Until I just asked him directly if he actually enjoyed it.

And he said yes that in the end, despite the challenges, sacrifice, and time commitment that he really did enjoy coaching me and my sister. It’s funny that I had never actually directly asked him the question, and it’s also interesting to me how pleased I was to learn his true feelings.
4) He values the importance of mentorship
When Jeff coached me, he would consult the expertise of coaching greats Garfield Ellingwood and Mike Holloway (amongst others) for their input on workouts and approach to writing our program. He explained that their insight was useful and that he was committed to being the best coach possible, even if that meant being mentored by people with more coaching experience than him.

There is something to be said about the value of mentorship and the humility that must be accompanied to ask for and be receptive to help from others. Yes my husband was a seller athlete in his own right, and is considered a sports business professional, but he knew that in order for him to be best the coach he could be, it would be helpful to bounce ideas off of some of the coaching giants.
So that’s exactly what he did.
He was a better coach for it, and in turn, I directly benefited from his efforts.
5) Being a former athlete made him a better coach
Although this may seem like an obvious correlation, it’s not as direct as you may think. There are former world class athletes who wouldn’t make the best coaches (myself being one of them), and there are world class coaches that were very average athletes themselves. That’s because being a successful coach and being a successful athlete require different skill sets as well as different approaches.
Sure, some of the skills are transferable, and there is some overlap, but you can not assume that someone will be a good coach just because they were a good athlete.

In Jeff’s case he felt like the key reasons being a former athlete elevated his coaching skills was because he had a firsthand understanding of what athletes went through, he understood the track schedule, he had good working relationships with meet directors, and he knew what to expect at an Olympic Games. He also understood the importance of being coachable as an athlete, which directly correlated to him being coachable as a coach. This led to great relationships with coaches, who eventually became his peers, so he had direct access to their expertise and mentorship, which was invaluable.

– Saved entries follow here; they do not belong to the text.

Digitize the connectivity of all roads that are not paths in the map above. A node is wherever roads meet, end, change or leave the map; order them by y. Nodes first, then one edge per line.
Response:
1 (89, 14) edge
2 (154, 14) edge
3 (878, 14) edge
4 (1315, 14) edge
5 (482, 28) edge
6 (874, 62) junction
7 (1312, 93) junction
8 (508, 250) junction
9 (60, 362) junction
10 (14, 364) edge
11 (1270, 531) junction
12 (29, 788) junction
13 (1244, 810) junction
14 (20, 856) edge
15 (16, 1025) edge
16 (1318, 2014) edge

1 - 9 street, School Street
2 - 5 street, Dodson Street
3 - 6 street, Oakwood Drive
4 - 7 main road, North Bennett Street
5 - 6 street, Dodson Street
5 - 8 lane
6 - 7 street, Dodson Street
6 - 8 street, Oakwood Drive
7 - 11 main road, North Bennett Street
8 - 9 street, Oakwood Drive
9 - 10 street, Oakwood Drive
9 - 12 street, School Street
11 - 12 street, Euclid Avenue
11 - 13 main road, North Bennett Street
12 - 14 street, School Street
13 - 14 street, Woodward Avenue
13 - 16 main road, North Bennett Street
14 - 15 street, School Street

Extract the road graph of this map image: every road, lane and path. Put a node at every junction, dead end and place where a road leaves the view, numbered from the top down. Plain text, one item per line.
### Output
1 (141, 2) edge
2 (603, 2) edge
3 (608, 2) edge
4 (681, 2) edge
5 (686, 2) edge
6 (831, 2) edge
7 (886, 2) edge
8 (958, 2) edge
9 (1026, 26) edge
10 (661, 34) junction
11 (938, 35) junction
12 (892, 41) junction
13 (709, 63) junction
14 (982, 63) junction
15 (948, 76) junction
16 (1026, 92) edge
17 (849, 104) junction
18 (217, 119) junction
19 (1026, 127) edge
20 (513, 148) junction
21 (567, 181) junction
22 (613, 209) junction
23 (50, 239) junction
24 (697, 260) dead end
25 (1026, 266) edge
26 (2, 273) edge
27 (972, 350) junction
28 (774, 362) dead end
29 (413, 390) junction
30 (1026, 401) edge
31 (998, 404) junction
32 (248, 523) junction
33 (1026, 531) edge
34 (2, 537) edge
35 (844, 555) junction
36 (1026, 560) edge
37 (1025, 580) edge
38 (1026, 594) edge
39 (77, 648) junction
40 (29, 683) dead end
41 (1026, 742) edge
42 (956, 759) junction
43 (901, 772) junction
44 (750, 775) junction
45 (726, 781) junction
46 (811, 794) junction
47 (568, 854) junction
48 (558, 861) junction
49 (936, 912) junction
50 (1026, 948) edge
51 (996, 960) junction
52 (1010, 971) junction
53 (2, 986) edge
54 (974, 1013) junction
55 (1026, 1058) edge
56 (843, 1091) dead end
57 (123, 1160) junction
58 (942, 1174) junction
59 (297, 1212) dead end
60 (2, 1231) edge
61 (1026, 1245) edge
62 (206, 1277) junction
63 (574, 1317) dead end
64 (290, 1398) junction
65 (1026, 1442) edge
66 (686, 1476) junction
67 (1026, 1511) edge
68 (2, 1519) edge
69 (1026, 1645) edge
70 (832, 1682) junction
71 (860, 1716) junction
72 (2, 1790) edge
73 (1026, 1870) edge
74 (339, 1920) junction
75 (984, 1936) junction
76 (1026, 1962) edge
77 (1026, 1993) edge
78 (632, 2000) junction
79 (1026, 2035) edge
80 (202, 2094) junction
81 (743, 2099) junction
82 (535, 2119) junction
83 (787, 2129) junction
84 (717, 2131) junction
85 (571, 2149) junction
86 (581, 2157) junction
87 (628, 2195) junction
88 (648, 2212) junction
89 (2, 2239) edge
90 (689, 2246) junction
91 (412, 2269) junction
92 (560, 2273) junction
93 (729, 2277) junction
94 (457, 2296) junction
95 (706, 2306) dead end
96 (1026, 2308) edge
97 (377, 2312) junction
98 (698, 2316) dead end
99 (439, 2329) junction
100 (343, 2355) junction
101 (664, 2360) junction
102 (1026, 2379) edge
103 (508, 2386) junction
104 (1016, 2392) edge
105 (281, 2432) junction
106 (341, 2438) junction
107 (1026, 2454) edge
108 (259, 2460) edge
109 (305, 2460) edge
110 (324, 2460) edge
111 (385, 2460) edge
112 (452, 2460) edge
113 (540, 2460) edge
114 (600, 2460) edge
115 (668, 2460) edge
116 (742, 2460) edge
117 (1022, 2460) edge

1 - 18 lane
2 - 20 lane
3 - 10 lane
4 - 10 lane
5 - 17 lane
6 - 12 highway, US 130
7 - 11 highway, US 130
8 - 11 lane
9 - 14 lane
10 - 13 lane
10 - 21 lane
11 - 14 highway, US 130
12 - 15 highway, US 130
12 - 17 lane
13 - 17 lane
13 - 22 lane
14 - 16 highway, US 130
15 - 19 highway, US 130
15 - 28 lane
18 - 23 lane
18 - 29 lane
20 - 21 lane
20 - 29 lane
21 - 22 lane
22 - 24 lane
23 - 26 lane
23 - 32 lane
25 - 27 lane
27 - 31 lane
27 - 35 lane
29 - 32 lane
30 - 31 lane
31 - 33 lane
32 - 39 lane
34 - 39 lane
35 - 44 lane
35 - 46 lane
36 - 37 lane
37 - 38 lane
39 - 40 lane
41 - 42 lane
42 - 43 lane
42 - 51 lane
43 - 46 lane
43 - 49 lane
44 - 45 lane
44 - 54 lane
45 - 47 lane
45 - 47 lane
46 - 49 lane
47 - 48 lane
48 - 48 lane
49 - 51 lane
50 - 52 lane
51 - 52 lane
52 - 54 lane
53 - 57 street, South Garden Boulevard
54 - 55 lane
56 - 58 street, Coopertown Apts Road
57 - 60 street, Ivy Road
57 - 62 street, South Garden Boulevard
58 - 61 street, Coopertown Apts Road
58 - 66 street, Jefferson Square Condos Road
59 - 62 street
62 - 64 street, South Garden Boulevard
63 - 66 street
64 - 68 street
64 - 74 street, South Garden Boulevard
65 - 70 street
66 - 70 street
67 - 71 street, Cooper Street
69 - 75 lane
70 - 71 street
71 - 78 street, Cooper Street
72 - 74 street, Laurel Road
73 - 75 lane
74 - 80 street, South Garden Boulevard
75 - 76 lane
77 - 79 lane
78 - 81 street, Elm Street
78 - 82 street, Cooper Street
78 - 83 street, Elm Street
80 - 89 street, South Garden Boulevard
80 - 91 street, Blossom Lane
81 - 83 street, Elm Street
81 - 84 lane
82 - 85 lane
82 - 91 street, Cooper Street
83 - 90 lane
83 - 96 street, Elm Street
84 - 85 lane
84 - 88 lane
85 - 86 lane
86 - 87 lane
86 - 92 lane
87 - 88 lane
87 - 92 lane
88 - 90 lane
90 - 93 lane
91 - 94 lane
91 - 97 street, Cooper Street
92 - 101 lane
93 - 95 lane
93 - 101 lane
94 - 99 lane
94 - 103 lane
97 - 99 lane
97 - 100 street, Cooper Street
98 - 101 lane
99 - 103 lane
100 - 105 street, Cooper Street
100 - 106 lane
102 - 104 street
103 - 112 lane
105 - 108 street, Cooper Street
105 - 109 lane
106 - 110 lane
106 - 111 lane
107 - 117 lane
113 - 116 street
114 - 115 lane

All in all, having Jeff as my coach was a period of time that I’ll never forget, and I’m grateful for his commitment to my success as an athlete. Having this sit-down conversation and getting his unadulterated opinion on coaching me was a moment that I didn’t even realize I needed.
Not only did I gain insight on his true feelings, but it also gave me the space to take a trip down memory lane. Reflecting on the journey of Jeff coaching me reinforced how important it is to choose your spouse well because that relationship can have a lasting impact on all areas of your life.
I mentioned it in the video but I also want to say it here that I’m very grateful to Jeff for taking a chance on me & for making a commitment to help me achieve my dream of competing in my third Olympics.